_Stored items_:
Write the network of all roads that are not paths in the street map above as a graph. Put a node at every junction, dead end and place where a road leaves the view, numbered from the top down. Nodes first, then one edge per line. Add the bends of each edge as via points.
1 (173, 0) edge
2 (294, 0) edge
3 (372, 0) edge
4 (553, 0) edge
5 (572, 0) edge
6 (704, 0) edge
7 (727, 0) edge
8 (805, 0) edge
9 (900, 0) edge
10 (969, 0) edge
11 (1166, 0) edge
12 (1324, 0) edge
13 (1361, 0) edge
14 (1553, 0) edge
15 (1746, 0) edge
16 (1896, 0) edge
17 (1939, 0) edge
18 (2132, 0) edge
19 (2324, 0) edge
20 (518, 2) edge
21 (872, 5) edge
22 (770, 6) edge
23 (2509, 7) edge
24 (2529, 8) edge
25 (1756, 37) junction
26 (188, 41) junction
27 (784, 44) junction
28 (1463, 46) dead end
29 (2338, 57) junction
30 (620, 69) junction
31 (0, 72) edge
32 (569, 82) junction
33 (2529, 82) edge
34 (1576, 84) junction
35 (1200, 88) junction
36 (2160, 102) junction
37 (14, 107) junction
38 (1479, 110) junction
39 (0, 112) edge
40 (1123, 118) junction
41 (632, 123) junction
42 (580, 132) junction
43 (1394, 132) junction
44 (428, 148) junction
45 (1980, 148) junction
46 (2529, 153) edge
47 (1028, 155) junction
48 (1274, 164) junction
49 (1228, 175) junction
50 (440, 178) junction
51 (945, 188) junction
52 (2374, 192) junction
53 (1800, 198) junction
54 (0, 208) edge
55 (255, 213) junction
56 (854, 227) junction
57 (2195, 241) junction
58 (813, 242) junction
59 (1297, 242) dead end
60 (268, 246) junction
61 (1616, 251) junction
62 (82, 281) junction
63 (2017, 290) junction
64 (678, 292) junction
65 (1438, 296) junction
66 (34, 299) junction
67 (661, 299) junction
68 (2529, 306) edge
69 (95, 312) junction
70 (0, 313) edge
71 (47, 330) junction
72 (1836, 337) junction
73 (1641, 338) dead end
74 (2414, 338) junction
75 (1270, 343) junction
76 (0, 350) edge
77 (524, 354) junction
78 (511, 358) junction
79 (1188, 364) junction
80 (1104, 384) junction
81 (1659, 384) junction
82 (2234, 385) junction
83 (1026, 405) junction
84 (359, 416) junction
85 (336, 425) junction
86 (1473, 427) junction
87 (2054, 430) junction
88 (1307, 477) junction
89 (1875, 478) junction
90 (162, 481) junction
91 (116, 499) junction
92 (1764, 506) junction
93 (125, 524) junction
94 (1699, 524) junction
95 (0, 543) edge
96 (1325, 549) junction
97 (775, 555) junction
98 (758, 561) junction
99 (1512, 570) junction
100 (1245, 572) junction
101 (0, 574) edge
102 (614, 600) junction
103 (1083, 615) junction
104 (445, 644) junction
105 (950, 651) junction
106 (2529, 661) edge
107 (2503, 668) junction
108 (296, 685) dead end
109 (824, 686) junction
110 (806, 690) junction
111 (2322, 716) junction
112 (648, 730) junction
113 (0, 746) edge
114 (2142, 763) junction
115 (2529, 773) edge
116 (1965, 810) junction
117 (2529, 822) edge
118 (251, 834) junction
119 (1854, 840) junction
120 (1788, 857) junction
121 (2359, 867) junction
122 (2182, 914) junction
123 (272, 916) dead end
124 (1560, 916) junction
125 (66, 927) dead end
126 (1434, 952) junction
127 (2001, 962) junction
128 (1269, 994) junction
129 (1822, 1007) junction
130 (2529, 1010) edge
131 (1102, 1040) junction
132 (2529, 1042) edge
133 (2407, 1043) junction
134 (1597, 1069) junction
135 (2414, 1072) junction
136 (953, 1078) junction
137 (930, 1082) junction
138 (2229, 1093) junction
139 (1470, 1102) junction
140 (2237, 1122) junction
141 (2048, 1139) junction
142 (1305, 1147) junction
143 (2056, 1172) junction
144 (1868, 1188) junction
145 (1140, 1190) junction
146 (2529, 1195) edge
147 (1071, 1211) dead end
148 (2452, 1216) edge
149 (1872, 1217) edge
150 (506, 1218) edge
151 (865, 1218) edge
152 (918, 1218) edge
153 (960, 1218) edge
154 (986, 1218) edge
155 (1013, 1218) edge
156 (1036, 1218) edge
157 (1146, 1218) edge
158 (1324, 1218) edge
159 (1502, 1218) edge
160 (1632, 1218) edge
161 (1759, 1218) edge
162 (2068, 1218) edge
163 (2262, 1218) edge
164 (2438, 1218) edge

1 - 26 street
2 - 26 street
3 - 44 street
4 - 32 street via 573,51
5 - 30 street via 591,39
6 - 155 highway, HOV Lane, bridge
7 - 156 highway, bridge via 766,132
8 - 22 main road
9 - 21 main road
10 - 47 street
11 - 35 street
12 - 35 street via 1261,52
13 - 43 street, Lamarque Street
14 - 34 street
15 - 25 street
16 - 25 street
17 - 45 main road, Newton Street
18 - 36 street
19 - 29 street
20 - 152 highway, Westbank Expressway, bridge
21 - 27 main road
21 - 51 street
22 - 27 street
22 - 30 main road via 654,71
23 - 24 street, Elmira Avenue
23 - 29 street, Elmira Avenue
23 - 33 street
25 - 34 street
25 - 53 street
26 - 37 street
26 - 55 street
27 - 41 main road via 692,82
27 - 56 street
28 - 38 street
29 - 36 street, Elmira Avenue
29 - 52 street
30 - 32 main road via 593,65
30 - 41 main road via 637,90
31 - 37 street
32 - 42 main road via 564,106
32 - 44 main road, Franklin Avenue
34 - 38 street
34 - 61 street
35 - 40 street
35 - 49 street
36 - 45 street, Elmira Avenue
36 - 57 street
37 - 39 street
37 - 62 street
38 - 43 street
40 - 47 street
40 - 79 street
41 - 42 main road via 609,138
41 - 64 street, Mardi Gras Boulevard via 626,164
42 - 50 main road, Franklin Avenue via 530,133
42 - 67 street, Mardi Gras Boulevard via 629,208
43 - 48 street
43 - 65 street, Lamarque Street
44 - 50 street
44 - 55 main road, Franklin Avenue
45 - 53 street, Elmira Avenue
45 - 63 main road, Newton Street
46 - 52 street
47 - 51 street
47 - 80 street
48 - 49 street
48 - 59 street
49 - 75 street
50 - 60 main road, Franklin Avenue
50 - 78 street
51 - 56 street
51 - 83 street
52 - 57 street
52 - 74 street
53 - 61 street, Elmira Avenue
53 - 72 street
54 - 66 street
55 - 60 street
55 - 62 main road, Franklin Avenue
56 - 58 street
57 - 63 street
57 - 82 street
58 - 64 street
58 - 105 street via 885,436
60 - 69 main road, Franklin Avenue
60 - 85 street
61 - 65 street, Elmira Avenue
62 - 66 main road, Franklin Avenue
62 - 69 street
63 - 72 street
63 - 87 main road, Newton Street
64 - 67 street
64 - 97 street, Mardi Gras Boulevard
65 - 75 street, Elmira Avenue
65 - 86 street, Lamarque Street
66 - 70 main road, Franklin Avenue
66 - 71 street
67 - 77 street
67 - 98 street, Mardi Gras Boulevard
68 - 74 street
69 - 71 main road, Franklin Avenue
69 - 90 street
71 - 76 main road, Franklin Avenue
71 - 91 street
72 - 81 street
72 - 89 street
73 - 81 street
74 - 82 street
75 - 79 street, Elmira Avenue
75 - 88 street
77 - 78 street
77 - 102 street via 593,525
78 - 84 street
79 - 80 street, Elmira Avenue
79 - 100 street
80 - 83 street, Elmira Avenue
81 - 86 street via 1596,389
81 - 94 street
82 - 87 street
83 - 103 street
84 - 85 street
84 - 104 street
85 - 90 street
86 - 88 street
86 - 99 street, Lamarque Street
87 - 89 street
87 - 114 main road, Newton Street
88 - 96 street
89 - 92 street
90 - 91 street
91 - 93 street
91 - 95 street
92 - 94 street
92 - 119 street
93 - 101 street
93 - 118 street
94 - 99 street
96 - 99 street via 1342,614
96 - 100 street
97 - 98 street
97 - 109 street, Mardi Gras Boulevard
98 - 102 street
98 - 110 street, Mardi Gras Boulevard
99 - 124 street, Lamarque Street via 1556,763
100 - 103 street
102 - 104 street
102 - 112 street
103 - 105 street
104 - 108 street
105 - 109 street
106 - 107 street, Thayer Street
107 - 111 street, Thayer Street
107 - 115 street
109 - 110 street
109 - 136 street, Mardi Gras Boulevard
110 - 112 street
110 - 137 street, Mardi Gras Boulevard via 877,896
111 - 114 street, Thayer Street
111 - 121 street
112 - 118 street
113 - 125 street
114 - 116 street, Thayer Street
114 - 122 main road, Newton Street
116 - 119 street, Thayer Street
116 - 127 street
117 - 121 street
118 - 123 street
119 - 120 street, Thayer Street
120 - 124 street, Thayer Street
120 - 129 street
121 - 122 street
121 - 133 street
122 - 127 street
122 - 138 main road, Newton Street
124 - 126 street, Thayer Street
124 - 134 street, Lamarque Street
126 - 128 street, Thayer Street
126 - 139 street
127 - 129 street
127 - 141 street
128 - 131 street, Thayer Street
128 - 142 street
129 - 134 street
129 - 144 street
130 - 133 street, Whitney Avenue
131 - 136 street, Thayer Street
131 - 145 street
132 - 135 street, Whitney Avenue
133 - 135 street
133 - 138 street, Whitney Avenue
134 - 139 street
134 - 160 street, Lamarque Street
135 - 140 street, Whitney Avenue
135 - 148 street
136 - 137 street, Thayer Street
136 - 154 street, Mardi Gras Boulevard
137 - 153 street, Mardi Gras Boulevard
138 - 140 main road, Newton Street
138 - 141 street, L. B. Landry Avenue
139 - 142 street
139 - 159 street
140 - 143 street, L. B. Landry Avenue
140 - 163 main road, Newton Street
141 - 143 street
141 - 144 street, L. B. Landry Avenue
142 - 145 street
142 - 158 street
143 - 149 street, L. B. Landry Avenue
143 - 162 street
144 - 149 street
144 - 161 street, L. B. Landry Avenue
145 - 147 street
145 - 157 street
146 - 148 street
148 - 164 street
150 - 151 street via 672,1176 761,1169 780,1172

_Exercise brief_:
Find the word "Mardi" in the data and show each line that holds it.

_Solution to this task_:
41 - 64 street, Mardi Gras Boulevard via 626,164
42 - 67 street, Mardi Gras Boulevard via 629,208
64 - 97 street, Mardi Gras Boulevard
67 - 98 street, Mardi Gras Boulevard
97 - 109 street, Mardi Gras Boulevard
98 - 110 street, Mardi Gras Boulevard
109 - 136 street, Mardi Gras Boulevard
110 - 137 street, Mardi Gras Boulevard via 877,896
136 - 154 street, Mardi Gras Boulevard
137 - 153 street, Mardi Gras Boulevard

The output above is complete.